Aquella chica del Raval se acabó llamando Maruja y dijo, con los años, que «uno pertenece a lo que pertenece, pero uno mismo debe saber que él es el responsable de sus actos». Es decir, que no se puede llorar por los orígenes, sino asumirlos, porque «cada uno es hijo de su lengua y de su historia». Uno de esos amigos adolescentes también optó por cambiar de nombre y fue conocido como Terenci Moix; el otro era Manuel Vázquez Montalbán. Con ellos (y con unos cuantos más, como Ana María, la hermana de Ramón) acudieron al cine y vieron películas y leyeron y bebieron «como una manada de búfalos». Y, mientras tanto, Maruja escribía en una libreta forrada de plástico negro y después en la Página Femenina del diario La Prensa. Y en Garbo y en Fotogramas y en Por Favor. Y en tantos otros medios, como El País. Y se convertía en la mujer que vivió, miró y escuchó y describió, «a partir del germen de una emoción», la historia cotidiana de un país, pero también los horrores de las guerras, los paisajes queridos, las novelas «deseobiográficas», en las que «arreglaba lo que no fue como me habría gustado», o «preveía lo que me gustaría que sucediera». La literatura, dice, «es estar en los lugares como si no estuvieras; desdoblarse».

De hecho, no sé por qué hablo en pasado. Maruja Torres cumplirá 80 años la próxima semana y conserva las plenas facultades que le han hecho ser una cronista excepcional, una mujer libre, sin una pareja o unos hijos que, muy probablemente, nos habrían hecho perder el testimonio único de quien entiende el periodismo como un sacerdocio, del que se enfrenta a la vida (y, ahora, a la vejez) como una aventura singular, atrevida.

Hace poco, Maruja Torres paseaba por Roma con Jordi Évole. Caminaban por Piazza Navona, se sentaban en una coctelería, almorzaban frente a una estatua de Bernini, charlaban sentados en la cama del hotel.

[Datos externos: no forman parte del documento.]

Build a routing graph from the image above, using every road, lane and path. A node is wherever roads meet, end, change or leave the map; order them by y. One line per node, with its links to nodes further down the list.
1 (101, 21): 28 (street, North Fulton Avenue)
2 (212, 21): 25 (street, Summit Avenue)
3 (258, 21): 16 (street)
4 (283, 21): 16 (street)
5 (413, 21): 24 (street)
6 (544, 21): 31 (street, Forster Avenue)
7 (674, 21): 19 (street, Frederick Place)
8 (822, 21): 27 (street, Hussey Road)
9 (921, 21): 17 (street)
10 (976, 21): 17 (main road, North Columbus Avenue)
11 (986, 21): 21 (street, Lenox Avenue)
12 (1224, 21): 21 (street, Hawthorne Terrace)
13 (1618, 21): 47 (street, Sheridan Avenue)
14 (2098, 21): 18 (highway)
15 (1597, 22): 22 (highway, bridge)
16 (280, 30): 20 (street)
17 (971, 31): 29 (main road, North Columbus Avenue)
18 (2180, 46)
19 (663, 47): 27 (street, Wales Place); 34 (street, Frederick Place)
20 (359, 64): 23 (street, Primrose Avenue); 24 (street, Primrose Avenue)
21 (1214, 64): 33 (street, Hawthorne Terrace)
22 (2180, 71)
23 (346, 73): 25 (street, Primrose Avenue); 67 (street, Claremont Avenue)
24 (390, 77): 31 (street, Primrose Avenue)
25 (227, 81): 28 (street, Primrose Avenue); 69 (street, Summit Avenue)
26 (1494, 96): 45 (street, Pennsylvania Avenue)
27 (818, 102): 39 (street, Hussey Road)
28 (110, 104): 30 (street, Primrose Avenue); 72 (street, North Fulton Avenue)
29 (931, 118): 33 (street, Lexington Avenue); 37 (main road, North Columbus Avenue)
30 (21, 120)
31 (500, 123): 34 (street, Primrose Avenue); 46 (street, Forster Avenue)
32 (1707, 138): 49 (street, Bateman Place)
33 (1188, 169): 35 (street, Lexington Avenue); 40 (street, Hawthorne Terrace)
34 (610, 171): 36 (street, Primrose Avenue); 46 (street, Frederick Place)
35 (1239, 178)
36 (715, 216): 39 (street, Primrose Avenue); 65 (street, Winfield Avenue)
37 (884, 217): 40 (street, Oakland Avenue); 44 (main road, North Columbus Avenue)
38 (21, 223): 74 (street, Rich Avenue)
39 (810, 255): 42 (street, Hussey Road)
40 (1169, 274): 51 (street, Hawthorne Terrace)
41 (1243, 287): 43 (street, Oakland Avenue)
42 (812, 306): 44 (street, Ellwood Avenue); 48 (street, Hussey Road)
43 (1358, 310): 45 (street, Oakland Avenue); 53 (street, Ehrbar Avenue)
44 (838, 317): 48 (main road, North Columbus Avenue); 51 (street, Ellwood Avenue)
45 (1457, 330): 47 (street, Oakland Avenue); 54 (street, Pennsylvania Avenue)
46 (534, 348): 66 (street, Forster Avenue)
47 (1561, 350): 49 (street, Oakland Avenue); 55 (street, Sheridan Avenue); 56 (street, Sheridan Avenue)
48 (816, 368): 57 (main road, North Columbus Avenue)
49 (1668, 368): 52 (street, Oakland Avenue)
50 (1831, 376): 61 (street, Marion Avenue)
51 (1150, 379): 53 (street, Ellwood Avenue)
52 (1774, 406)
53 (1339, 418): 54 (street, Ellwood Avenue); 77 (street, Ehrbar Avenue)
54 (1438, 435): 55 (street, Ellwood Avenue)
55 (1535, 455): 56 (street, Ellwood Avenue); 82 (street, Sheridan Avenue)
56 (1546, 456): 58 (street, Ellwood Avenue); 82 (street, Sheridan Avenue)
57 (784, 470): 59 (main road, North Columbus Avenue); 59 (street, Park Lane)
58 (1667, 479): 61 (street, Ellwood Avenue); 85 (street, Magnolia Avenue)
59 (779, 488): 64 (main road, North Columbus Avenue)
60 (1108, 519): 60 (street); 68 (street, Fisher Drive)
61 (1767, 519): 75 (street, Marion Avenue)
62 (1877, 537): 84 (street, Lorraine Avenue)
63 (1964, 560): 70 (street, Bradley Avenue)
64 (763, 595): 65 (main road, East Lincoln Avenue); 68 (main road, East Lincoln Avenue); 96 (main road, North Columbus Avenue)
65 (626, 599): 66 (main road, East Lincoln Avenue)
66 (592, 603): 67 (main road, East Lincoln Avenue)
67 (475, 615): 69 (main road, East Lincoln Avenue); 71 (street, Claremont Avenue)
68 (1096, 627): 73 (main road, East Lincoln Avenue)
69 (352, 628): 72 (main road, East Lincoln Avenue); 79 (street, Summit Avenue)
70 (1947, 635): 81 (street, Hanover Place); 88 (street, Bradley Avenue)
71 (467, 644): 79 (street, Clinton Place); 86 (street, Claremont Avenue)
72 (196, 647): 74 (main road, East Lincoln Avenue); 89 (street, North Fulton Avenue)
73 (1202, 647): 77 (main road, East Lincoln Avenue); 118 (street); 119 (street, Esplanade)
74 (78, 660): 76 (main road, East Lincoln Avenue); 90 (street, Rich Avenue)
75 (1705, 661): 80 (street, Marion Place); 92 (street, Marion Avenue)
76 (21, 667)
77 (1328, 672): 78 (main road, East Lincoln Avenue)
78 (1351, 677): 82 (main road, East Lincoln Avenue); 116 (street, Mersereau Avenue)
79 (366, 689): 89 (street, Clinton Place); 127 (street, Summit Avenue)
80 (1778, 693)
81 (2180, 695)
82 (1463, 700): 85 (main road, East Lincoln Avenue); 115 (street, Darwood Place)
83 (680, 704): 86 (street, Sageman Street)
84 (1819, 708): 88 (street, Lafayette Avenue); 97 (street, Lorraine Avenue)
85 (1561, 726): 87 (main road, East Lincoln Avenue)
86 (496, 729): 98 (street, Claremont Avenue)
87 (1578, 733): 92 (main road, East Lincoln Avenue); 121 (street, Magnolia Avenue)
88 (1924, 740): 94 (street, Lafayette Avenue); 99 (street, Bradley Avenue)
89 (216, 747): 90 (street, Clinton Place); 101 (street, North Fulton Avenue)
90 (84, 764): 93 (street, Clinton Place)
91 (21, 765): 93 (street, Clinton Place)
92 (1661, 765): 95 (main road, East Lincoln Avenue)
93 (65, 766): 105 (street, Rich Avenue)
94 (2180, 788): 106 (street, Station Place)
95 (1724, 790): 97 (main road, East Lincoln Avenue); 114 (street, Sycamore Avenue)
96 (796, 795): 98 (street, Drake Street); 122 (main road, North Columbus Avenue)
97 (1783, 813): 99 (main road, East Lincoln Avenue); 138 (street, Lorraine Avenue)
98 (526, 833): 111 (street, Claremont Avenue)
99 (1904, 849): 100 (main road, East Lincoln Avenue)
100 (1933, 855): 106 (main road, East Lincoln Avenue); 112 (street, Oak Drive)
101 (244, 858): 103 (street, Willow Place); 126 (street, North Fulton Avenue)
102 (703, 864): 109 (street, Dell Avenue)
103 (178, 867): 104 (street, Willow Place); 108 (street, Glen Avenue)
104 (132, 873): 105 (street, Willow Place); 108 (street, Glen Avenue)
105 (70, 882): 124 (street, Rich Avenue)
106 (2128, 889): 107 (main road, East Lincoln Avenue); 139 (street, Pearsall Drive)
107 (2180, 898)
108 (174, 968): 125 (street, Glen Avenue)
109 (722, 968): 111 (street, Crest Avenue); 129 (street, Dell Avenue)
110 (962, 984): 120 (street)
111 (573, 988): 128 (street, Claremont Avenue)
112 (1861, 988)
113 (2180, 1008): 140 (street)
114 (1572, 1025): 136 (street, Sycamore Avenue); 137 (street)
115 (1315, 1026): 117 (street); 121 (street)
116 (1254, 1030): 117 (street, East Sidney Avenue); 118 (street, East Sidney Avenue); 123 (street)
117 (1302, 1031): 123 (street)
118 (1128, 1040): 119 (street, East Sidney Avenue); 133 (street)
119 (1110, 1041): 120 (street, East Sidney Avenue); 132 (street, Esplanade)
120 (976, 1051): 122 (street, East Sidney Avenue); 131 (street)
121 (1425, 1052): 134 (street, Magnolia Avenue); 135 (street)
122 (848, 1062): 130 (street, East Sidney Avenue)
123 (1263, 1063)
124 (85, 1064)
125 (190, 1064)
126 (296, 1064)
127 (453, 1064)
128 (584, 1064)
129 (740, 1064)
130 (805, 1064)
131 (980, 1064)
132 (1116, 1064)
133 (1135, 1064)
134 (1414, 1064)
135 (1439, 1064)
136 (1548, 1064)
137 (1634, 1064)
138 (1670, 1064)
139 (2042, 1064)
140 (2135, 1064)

En el programa Lo de Évole veíamos a la Maruja de siempre, desenvuelta y descarada, hablando de masturbaciones y de sexo, de enamoramientos y pasiones («creo en ellas, pero el amor de larga duración, para mí, es la amistad»), de memorias y de luchas. Una Maruja en plena forma, divertida y mordaz, que dibujó la vejez con una coraje colosal y al mismo tiempo tranquilo, pausado: «Hay que ser más valiente para ser viejo que para ir a la guerra», porque los soldados todavía piensan que sobrevivirán, mientras que los viejos saben que «su decrepitud avanza». Una Maruja que lucha contra «el encorvamiento prematuro», contra la simulación afectada. «Ser vieja no es un insulto», dice, «es un logro». En la vejez donde vas perdiendo facultades, donde «te tienes que ir conformando y tienes que saber irte», pervive «la niña que fuiste», y todo es nuevo como el primer día.

Hay un momento, en la entrevista, en el que rememora la muerte de su compañero y amigo Juantxu Rodríguez en Panamá a manos de las tropas estadounidenses. Cuando regresa a Barcelona, decide recorrer los lugares en los que ha estado feliz y toma un dry martini para comprobar que, efectivamente, está viva. Que la vida continúa, que el dolor debe atarse corto, como un perro rabioso que no se puede alborotar. Y recalca que es bebedora, no para olvidar («lo recuerdo todo»), sino para disfrutar del momento, para saber que estás allí y que todavía hay tiempo antes de que llegue el momento de decir adiós en una playa de Beirut, mientras se pone el sol.